+++ Given data +++

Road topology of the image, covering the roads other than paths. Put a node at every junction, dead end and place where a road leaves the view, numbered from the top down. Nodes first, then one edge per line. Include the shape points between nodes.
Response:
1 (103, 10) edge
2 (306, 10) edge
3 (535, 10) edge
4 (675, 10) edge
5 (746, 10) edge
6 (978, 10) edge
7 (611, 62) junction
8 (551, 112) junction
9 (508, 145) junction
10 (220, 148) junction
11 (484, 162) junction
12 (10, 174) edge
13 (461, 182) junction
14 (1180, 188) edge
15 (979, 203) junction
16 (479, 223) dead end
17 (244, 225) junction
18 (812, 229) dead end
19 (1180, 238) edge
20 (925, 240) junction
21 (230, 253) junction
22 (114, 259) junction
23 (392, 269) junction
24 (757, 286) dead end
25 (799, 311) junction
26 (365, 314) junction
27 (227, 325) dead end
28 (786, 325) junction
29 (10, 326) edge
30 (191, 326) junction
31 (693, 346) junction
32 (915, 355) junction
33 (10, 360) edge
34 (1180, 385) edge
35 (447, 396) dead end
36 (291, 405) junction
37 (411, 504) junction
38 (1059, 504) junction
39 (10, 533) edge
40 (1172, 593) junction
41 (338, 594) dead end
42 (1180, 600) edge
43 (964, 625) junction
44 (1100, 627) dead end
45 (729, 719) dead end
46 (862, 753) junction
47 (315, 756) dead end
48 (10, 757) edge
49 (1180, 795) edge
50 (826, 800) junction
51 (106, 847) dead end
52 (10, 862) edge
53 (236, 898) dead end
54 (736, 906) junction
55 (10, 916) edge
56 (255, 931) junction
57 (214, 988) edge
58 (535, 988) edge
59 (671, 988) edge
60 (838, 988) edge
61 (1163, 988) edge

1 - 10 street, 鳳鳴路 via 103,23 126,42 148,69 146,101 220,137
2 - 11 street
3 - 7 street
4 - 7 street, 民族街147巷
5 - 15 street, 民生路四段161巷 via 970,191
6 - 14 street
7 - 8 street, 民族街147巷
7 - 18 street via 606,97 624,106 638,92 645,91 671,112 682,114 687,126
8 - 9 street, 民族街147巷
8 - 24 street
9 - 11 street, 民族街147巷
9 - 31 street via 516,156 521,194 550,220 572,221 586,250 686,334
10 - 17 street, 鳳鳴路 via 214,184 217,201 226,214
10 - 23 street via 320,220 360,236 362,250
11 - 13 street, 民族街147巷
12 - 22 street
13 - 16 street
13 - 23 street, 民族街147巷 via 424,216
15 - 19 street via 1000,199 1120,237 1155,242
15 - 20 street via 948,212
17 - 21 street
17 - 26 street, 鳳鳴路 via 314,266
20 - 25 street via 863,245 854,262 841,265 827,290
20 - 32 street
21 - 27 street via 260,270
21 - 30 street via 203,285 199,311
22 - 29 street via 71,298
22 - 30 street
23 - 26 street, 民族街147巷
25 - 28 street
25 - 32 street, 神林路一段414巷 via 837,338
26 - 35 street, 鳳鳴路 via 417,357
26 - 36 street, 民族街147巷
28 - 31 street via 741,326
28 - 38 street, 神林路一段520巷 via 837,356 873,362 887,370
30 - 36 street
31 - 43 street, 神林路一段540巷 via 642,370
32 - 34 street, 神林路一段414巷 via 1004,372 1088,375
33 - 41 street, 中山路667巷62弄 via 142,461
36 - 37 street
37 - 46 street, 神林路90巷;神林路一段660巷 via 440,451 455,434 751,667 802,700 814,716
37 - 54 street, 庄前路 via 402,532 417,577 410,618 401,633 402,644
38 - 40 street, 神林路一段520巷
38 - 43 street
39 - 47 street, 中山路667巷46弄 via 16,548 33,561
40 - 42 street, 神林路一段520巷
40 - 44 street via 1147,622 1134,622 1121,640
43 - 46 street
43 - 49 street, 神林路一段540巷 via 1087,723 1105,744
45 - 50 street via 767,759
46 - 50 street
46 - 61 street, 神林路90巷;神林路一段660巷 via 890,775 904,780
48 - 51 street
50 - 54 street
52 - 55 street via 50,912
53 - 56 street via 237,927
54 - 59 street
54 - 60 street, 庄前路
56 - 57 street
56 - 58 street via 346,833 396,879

+++

• Required action
Retype each record, matching it exactly.

• Task answer
Road topology of the image, covering the roads other than paths. Put a node at every junction, dead end and place where a road leaves the view, numbered from the top down. Nodes first, then one edge per line. Include the shape points between nodes.
Response:
1 (103, 10) edge
2 (306, 10) edge
3 (535, 10) edge
4 (675, 10) edge
5 (746, 10) edge
6 (978, 10) edge
7 (611, 62) junction
8 (551, 112) junction
9 (508, 145) junction
10 (220, 148) junction
11 (484, 162) junction
12 (10, 174) edge
13 (461, 182) junction
14 (1180, 188) edge
15 (979, 203) junction
16 (479, 223) dead end
17 (244, 225) junction
18 (812, 229) dead end
19 (1180, 238) edge
20 (925, 240) junction
21 (230, 253) junction
22 (114, 259) junction
23 (392, 269) junction
24 (757, 286) dead end
25 (799, 311) junction
26 (365, 314) junction
27 (227, 325) dead end
28 (786, 325) junction
29 (10, 326) edge
30 (191, 326) junction
31 (693, 346) junction
32 (915, 355) junction
33 (10, 360) edge
34 (1180, 385) edge
35 (447, 396) dead end
36 (291, 405) junction
37 (411, 504) junction
38 (1059, 504) junction
39 (10, 533) edge
40 (1172, 593) junction
41 (338, 594) dead end
42 (1180, 600) edge
43 (964, 625) junction
44 (1100, 627) dead end
45 (729, 719) dead end
46 (862, 753) junction
47 (315, 756) dead end
48 (10, 757) edge
49 (1180, 795) edge
50 (826, 800) junction
51 (106, 847) dead end
52 (10, 862) edge
53 (236, 898) dead end
54 (736, 906) junction
55 (10, 916) edge
56 (255, 931) junction
57 (214, 988) edge
58 (535, 988) edge
59 (671, 988) edge
60 (838, 988) edge
61 (1163, 988) edge

1 - 10 street, 鳳鳴路 via 103,23 126,42 148,69 146,101 220,137
2 - 11 street
3 - 7 street
4 - 7 street, 民族街147巷
5 - 15 street, 民生路四段161巷 via 970,191
6 - 14 street
7 - 8 street, 民族街147巷
7 - 18 street via 606,97 624,106 638,92 645,91 671,112 682,114 687,126
8 - 9 street, 民族街147巷
8 - 24 street
9 - 11 street, 民族街147巷
9 - 31 street via 516,156 521,194 550,220 572,221 586,250 686,334
10 - 17 street, 鳳鳴路 via 214,184 217,201 226,214
10 - 23 street via 320,220 360,236 362,250
11 - 13 street, 民族街147巷
12 - 22 street
13 - 16 street
13 - 23 street, 民族街147巷 via 424,216
15 - 19 street via 1000,199 1120,237 1155,242
15 - 20 street via 948,212
17 - 21 street
17 - 26 street, 鳳鳴路 via 314,266
20 - 25 street via 863,245 854,262 841,265 827,290
20 - 32 street
21 - 27 street via 260,270
21 - 30 street via 203,285 199,311
22 - 29 street via 71,298
22 - 30 street
23 - 26 street, 民族街147巷
25 - 28 street
25 - 32 street, 神林路一段414巷 via 837,338
26 - 35 street, 鳳鳴路 via 417,357
26 - 36 street, 民族街147巷
28 - 31 street via 741,326
28 - 38 street, 神林路一段520巷 via 837,356 873,362 887,370
30 - 36 street
31 - 43 street, 神林路一段540巷 via 642,370
32 - 34 street, 神林路一段414巷 via 1004,372 1088,375
33 - 41 street, 中山路667巷62弄 via 142,461
36 - 37 street
37 - 46 street, 神林路90巷;神林路一段660巷 via 440,451 455,434 751,667 802,700 814,716
37 - 54 street, 庄前路 via 402,532 417,577 410,618 401,633 402,644
38 - 40 street, 神林路一段520巷
38 - 43 street
39 - 47 street, 中山路667巷46弄 via 16,548 33,561
40 - 42 street, 神林路一段520巷
40 - 44 street via 1147,622 1134,622 1121,640
43 - 46 street
43 - 49 street, 神林路一段540巷 via 1087,723 1105,744
45 - 50 street via 767,759
46 - 50 street
46 - 61 street, 神林路90巷;神林路一段660巷 via 890,775 904,780
48 - 51 street
50 - 54 street
52 - 55 street via 50,912
53 - 56 street via 237,927
54 - 59 street
54 - 60 street, 庄前路
56 - 57 street
56 - 58 street via 346,833 396,879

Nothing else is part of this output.